→ **Exercise description**: Go to the line in the entries below that holds "position:relative; flex:1; overflow:hidden" and repeat exactly from there through the line that holds "position:absolute; width:66px; margin:-33px;", inclusive.

→ **Available data**:

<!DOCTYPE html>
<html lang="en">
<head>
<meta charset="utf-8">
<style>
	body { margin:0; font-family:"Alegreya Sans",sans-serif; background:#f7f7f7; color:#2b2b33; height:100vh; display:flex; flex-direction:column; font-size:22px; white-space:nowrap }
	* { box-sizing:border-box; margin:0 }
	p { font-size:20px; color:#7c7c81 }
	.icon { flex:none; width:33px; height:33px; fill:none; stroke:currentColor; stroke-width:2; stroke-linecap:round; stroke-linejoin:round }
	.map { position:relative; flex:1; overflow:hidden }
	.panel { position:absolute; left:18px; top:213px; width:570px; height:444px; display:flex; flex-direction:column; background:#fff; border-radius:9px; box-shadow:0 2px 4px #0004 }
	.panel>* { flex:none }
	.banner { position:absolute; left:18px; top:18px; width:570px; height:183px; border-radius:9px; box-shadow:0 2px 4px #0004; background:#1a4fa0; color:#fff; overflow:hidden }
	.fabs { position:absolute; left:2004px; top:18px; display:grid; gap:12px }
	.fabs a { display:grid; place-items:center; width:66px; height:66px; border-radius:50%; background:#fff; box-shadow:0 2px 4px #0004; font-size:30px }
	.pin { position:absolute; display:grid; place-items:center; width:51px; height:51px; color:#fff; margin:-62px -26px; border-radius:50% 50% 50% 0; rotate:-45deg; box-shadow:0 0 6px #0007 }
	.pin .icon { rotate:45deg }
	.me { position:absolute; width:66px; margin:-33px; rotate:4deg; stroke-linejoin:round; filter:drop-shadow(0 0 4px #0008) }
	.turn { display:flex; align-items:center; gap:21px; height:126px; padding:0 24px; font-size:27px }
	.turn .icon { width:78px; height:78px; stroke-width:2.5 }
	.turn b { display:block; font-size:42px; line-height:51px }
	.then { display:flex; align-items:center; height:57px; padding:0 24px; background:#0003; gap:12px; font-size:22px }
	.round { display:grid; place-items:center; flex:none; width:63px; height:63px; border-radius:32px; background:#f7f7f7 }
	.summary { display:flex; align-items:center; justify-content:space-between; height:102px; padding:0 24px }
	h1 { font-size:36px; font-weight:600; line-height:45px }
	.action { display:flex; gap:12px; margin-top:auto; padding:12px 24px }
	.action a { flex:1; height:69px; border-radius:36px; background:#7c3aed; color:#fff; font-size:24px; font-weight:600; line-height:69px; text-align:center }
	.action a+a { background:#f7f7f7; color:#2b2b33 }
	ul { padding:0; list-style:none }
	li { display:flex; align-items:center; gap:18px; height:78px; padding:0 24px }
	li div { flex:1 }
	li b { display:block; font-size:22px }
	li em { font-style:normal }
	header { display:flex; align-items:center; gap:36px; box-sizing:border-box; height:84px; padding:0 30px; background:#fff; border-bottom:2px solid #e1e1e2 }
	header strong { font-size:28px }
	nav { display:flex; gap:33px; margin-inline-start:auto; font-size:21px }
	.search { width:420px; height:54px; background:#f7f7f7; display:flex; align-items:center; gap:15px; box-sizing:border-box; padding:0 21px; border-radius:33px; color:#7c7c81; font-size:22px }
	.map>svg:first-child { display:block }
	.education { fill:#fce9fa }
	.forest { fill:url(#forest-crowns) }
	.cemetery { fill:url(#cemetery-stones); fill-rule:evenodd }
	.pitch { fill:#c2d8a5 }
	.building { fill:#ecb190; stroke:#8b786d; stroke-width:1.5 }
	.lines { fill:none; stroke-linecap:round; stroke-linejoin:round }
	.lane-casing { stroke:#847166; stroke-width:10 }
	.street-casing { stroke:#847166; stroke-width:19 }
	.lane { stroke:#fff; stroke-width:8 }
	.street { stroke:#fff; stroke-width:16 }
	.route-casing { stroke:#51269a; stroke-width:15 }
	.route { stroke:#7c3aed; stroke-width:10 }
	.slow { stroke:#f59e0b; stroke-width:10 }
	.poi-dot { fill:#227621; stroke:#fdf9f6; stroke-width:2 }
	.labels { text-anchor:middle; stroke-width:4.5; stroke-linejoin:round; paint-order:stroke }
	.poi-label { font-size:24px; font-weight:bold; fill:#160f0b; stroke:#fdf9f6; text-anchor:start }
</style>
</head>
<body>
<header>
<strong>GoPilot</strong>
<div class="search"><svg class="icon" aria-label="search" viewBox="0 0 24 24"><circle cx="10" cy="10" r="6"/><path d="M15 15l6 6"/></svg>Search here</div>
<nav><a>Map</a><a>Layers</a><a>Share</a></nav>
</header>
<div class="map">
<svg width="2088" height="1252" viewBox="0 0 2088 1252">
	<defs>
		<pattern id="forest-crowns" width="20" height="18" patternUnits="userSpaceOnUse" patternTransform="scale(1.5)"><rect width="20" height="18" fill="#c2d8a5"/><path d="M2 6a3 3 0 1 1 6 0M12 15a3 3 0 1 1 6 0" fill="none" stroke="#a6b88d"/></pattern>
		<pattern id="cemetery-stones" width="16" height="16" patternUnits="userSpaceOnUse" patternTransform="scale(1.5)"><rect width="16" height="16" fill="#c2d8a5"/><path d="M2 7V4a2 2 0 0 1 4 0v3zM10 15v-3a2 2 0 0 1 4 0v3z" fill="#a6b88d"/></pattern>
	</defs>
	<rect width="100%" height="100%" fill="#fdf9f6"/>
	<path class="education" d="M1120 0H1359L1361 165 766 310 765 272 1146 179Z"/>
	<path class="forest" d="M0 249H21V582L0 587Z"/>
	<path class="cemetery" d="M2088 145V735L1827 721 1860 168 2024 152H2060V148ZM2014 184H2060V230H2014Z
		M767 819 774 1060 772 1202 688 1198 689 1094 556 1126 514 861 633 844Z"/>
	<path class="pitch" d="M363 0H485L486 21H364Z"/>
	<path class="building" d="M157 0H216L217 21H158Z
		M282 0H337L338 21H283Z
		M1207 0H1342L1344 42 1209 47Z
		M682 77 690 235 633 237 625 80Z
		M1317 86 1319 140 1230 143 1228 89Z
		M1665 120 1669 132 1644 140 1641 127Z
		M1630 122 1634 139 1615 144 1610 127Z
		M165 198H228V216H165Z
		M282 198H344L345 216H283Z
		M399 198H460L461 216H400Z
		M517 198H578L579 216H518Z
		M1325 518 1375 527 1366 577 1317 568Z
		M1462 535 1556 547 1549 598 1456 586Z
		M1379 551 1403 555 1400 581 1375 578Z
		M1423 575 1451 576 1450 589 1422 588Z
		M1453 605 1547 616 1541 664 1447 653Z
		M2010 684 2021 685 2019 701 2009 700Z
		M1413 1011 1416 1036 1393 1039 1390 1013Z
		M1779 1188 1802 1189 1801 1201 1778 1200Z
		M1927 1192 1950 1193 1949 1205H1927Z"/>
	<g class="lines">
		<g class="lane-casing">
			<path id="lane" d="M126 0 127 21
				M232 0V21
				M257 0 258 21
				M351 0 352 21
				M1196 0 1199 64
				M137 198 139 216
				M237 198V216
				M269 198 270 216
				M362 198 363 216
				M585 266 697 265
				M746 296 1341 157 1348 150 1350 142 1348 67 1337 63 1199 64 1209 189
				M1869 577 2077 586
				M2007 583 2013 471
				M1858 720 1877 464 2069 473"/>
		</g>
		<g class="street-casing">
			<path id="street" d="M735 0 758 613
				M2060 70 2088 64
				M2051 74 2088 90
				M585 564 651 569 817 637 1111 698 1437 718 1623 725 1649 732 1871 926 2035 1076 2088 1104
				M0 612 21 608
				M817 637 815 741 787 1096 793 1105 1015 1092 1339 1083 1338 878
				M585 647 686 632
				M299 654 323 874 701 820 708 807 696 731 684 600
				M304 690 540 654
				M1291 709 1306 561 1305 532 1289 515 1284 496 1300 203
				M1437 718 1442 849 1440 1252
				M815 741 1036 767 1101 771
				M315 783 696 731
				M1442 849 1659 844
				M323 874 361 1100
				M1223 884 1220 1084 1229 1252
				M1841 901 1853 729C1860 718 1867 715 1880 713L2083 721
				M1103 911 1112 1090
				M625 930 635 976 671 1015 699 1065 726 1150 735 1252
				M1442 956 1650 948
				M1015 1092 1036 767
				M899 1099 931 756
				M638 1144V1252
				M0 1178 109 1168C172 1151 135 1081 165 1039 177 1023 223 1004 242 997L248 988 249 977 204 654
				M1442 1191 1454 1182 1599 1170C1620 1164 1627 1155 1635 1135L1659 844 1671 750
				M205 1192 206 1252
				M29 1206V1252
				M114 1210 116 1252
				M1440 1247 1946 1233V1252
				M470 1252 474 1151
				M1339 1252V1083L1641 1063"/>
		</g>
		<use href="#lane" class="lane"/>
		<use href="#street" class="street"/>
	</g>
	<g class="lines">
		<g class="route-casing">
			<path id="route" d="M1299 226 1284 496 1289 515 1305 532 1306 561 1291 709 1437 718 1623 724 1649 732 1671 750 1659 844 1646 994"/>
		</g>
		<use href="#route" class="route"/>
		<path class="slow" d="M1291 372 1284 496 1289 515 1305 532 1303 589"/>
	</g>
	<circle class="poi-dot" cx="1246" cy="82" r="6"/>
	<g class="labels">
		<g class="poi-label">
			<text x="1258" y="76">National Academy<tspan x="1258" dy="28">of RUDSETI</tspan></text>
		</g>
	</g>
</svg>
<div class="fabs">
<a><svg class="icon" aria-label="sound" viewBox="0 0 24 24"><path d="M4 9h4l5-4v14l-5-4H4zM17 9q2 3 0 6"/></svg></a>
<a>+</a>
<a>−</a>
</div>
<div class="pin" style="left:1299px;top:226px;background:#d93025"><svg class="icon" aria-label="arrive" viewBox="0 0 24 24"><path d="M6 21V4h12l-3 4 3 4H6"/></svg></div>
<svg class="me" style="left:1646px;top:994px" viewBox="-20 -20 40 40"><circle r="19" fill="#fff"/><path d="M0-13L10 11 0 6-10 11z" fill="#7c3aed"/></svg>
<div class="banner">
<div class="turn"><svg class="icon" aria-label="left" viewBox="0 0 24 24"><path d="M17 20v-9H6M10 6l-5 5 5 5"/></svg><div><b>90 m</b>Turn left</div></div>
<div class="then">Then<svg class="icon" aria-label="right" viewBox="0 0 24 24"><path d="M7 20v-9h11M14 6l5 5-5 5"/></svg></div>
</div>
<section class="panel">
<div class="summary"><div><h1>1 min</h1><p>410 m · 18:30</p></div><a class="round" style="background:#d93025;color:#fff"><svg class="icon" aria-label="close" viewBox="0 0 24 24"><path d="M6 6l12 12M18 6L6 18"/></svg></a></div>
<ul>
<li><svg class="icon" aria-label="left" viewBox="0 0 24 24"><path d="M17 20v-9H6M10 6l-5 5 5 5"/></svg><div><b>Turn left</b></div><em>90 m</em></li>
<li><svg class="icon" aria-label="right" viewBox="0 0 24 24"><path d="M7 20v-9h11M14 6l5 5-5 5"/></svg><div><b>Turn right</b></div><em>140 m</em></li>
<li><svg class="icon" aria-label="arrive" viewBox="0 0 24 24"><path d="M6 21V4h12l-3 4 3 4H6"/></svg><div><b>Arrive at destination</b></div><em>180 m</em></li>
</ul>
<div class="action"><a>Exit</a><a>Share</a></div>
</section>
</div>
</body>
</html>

→ **Your response**:
	.map { position:relative; flex:1; overflow:hidden }
	.panel { position:absolute; left:18px; top:213px; width:570px; height:444px; display:flex; flex-direction:column; background:#fff; border-radius:9px; box-shadow:0 2px 4px #0004 }
	.panel>* { flex:none }
	.banner { position:absolute; left:18px; top:18px; width:570px; height:183px; border-radius:9px; box-shadow:0 2px 4px #0004; background:#1a4fa0; color:#fff; overflow:hidden }
	.fabs { position:absolute; left:2004px; top:18px; display:grid; gap:12px }
	.fabs a { display:grid; place-items:center; width:66px; height:66px; border-radius:50%; background:#fff; box-shadow:0 2px 4px #0004; font-size:30px }
	.pin { position:absolute; display:grid; place-items:center; width:51px; height:51px; color:#fff; margin:-62px -26px; border-radius:50% 50% 50% 0; rotate:-45deg; box-shadow:0 0 6px #0007 }
	.pin .icon { rotate:45deg }
	.me { position:absolute; width:66px; margin:-33px; rotate:4deg; stroke-linejoin:round; filter:drop-shadow(0 0 4px #0008) }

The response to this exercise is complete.